A couple of weeks later, the full extent of the saga that was to play out became clear, when we received an email from UKPO saying their own helpline was wrong and they could not issue new passports without first receiving the old one.  Several long-winded conversations and unanswered emails followed over the next few weeks and eventually the whole crazy Catch 22 was clear:

  1. We had to send our old passports before we could get new ones
  2. We could not legally be in Mozambique without the old passports
  3. The UK put Mozambique on the Red List of countries from where they did not want anyone travelling to the UK
  4. We were forced by the UK passport office to travel to the UK and so do exactly what the UK government did not want anyone to do in order to satisfy their own bureaucracy
  5. Because we initially applied for our passports from Mozambique, UKPO would only send the new ones there too….but we needed them to return from the UK to Mozambique

I will spare you the rest of the drama, but you get the idea.  Ours was just a taste of the UK’s infamous “hostile environment” policy to deter migrants.  It has given me a new awareness of just how unwelcoming a community we can be.  Out of interest I Googled hostile environment  (bear in mind this is from Africa, not the UK) and the results are shown below…it doesn’t lead to images of war zones, famines, other global natural disasters, conditions in dictatorships, etc. – no, the top hits are all about the UK.
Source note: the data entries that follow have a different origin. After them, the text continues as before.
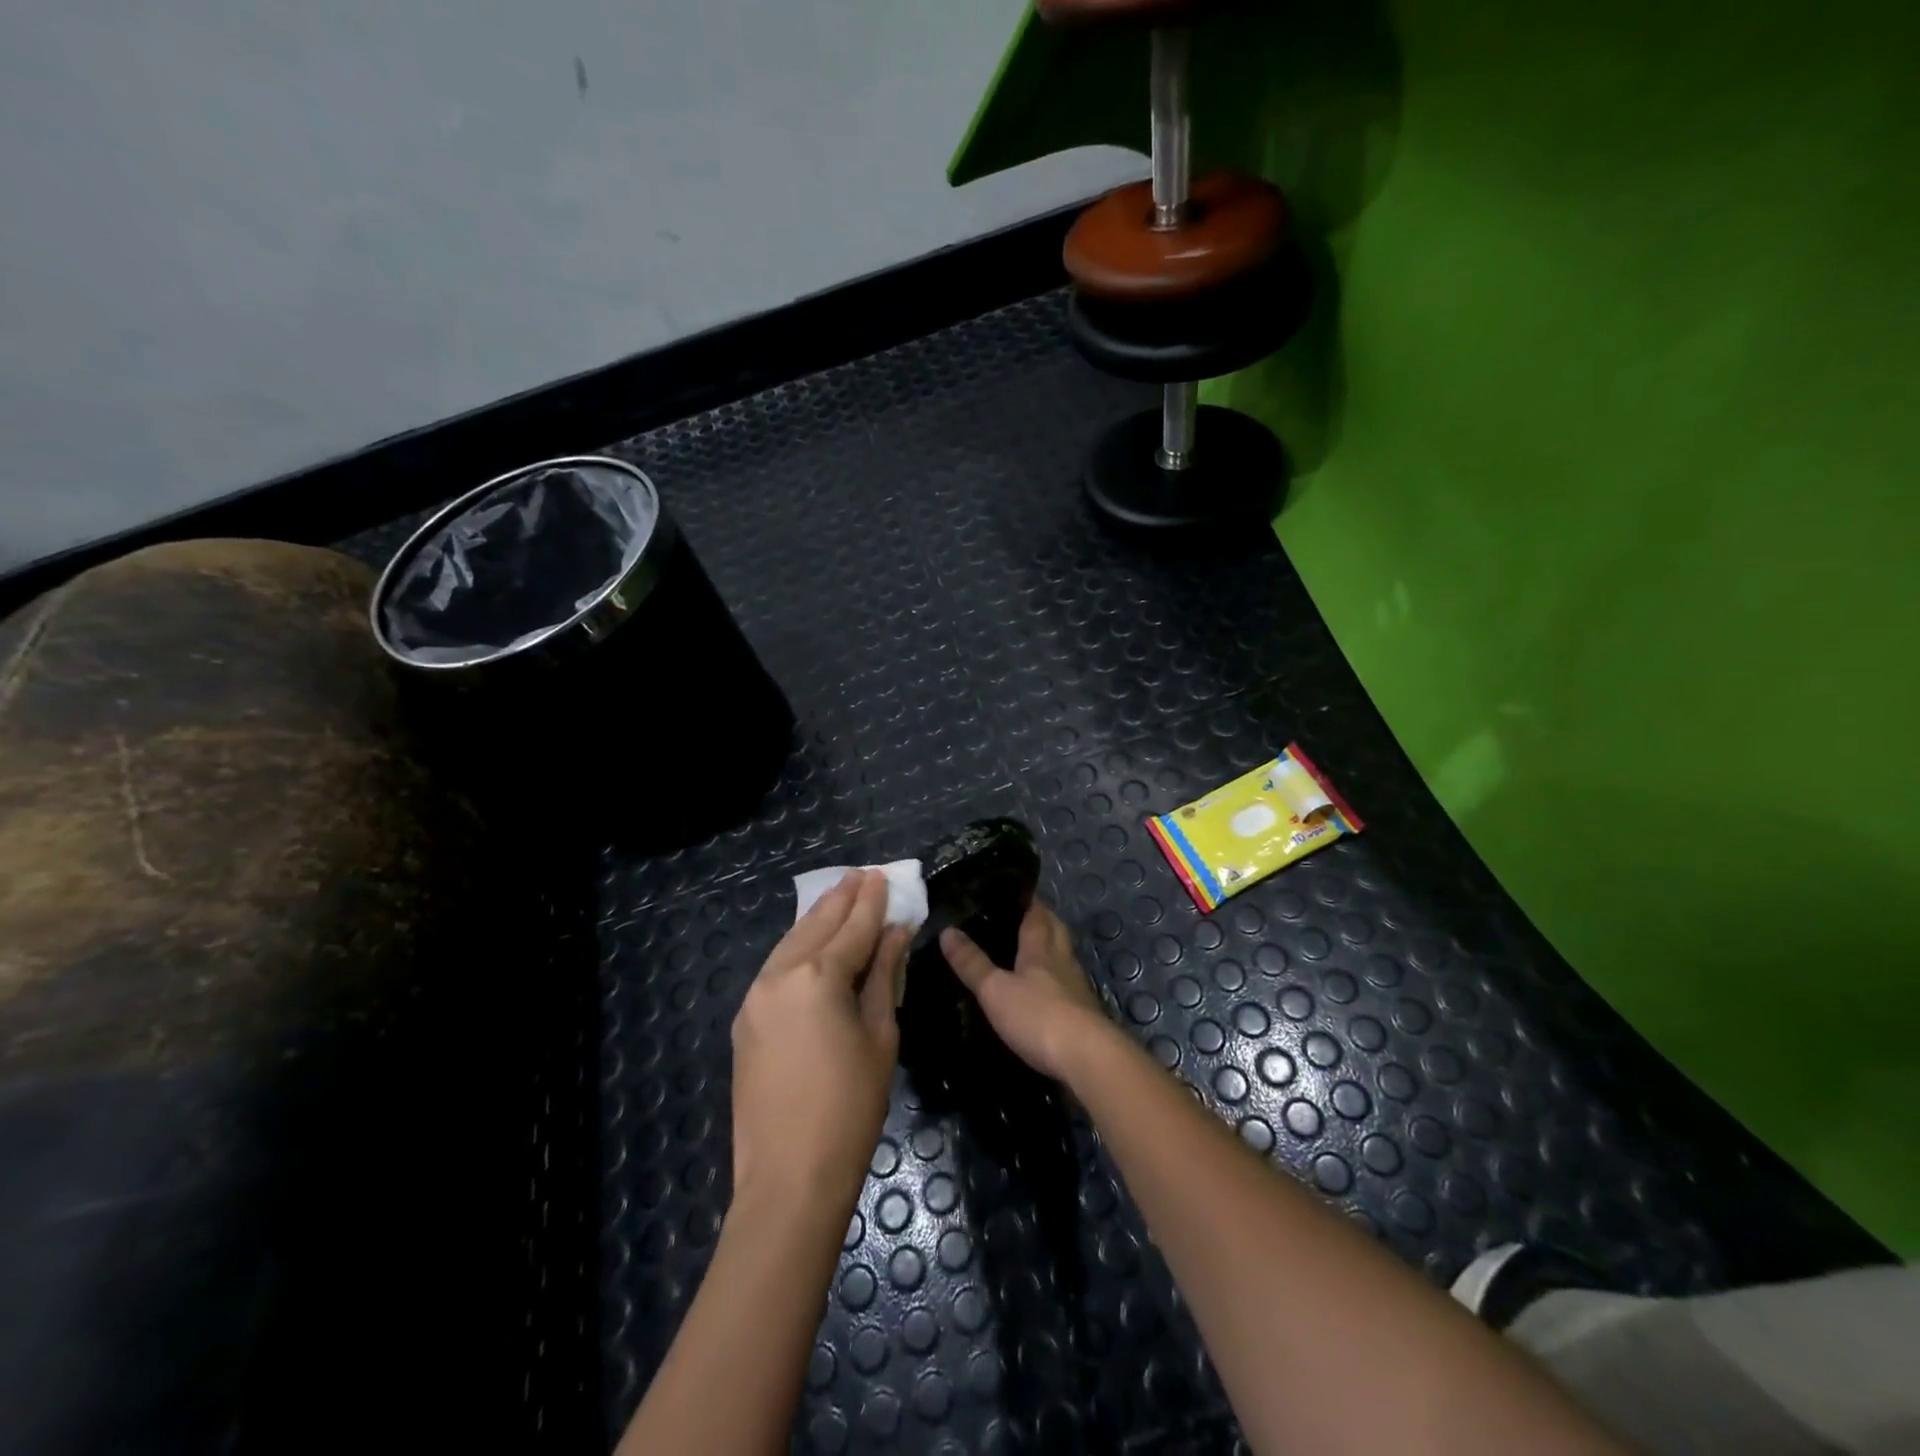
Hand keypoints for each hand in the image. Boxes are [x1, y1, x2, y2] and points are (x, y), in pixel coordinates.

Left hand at [731, 870, 907, 1214]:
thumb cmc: (850, 1108)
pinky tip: (812, 942)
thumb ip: (884, 976)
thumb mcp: (880, 1036)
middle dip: (842, 898)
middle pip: (817, 924)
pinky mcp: (745, 1019)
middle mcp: (780, 975)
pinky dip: (798, 947)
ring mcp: (755, 997)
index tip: (885, 877)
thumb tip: (896, 934)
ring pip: (791, 941)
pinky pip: (776, 968)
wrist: (788, 1177)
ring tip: (840, 896)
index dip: (873, 902)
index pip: (853, 927)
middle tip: (863, 876)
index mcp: (818, 977)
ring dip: (817, 918)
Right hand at [940, 900, 1112, 1080]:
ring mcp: (1076, 986)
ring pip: (1063, 956)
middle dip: (1042, 919)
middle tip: (1022, 916)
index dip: (1027, 900)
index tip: (1014, 891)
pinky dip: (1055, 980)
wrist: (1086, 1057)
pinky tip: (1043, 990)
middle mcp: (1062, 960)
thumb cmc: (1038, 1015)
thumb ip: (972, 963)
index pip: (1037, 913)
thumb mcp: (995, 990)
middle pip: (1055, 930)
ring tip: (1029, 950)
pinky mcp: (1083, 1012)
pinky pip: (1067, 984)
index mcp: (1041, 947)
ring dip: (1050, 949)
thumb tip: (947, 931)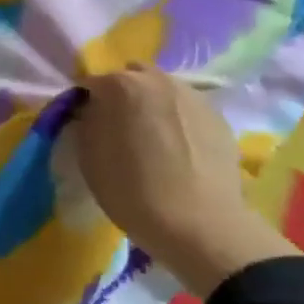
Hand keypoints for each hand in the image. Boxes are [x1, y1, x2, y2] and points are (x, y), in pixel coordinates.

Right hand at [74, 67, 297, 298]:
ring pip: (163, 91)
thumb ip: (85, 123)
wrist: (200, 225)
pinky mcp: (219, 117)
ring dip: (152, 105)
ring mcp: (193, 96)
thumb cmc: (132, 191)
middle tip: (118, 128)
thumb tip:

It is little wonder that seemingly every shop, restaurant and farm in the UK is desperately seeking workers; we have scared off much of the foreign workforce that keeps us running.

That’s enough of a rant about UK bureaucracy – in reality, we got to the UK, despite hours and hours of effort from Sam, with help from quite a few others too (thanks Mum and Dad!) and he and Harriett got their new passports OK  – and we had an amazing time.  It was an eye opening experience, though, and somewhat shattered my previous prejudice about the efficiency of the UK.

As an aside, I’ll give a quick update on Covid – the 2nd wave has arrived in Mozambique now and we know the delta variant is present, although we don’t know what proportion of cases are attributable to the delta variant.  We have a number of cases on the cane estate (15) none of which, fortunately, are serious.  Hospitals have been filling up but there still seems to be capacity; it is a more concerning situation that we have had previously, but appears to be levelling off at around 1,500 national cases per day (the real number will be much higher, given limited testing, but the official numbers are useful for monitoring the trends).  The peak day saw 20 deaths.  As a result of the new wave of cases, there is also a new round of restrictions with schools closed in urban areas for 30 days; a curfew from 9pm; restaurants and takeaways closed from 6pm; limited shop opening hours and closed beaches are the main restrictions.

By contrast, the UK has around 50,000 new cases per day and around 50 deaths per day.  And from Monday the only restrictions still in force will be to stop visitors arriving from countries like Mozambique….

Our next door neighbour, a Canadian diplomat, gently pointed out to us that the WHO had lambasted England’s approach to lifting Covid control measures as “moral emptiness and epidemiological stupidity”….Ouch!  (We long ago decided, by the way, that should any serious mishap befall us in Mozambique, we are heading straight to the Canadian High Commission for help….we hope and think they would let us in!.